§ **Work instruction**
Take each line below that has "roads" and copy it.

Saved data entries
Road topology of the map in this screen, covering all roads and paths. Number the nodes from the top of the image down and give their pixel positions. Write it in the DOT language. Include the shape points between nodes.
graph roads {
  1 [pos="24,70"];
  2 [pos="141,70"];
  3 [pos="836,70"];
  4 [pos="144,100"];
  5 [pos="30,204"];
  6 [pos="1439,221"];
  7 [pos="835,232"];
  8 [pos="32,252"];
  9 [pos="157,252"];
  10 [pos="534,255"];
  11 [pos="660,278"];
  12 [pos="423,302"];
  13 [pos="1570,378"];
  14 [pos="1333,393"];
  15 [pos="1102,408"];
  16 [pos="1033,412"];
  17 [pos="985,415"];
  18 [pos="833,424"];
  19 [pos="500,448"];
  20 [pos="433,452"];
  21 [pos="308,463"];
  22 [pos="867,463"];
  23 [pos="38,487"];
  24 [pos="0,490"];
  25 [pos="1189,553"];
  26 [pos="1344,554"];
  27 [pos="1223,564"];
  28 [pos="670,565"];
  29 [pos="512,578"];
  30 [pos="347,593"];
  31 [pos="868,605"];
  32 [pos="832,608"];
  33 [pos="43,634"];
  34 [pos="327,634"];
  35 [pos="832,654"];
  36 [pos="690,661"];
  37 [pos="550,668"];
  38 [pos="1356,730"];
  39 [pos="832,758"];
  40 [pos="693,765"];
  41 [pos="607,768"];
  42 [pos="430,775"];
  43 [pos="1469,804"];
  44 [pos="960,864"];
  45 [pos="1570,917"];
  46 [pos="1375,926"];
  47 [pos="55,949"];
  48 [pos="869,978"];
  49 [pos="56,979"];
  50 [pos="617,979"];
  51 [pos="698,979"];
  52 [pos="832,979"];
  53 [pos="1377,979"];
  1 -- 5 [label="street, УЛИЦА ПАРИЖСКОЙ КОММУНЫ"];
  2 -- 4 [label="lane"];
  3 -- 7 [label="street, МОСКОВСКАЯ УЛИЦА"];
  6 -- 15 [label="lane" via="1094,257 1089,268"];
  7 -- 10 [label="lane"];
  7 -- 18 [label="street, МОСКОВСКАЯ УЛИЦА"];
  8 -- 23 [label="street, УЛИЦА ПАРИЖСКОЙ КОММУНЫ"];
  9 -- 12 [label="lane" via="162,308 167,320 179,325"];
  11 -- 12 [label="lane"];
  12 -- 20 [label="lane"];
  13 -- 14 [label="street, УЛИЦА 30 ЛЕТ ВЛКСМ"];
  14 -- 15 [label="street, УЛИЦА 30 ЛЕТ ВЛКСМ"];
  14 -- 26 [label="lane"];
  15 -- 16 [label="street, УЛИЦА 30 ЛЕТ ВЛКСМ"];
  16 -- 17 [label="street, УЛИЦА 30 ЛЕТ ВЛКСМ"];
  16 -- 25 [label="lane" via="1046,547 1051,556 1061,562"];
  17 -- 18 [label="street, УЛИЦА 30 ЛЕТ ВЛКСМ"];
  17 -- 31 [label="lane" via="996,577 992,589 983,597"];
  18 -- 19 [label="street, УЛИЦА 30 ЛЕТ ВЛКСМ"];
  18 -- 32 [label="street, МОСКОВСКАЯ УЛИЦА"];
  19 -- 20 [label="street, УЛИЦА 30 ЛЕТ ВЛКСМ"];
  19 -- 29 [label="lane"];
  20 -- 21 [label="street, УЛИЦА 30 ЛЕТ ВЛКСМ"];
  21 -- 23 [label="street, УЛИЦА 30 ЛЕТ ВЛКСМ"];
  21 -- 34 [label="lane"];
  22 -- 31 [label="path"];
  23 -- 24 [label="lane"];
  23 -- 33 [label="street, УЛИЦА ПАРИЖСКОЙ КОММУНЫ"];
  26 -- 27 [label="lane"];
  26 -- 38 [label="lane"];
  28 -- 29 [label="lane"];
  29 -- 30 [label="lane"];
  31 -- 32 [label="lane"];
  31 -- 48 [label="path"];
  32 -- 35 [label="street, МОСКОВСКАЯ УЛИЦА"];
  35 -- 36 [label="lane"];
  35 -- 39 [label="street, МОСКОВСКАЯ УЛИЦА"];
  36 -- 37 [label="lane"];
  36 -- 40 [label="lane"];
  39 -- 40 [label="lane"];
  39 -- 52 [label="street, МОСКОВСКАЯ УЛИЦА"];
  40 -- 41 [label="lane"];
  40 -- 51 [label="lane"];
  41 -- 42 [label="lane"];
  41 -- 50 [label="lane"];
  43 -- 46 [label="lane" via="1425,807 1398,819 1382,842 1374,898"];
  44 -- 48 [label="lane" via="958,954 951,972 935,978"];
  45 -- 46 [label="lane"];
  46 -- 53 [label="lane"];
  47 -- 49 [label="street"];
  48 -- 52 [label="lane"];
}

§ **Response to the exercise**
Road topology of the map in this screen, covering all roads and paths. Number the nodes from the top of the image down and give their pixel positions. Write it in the DOT language. Include the shape points between nodes.
graph roads {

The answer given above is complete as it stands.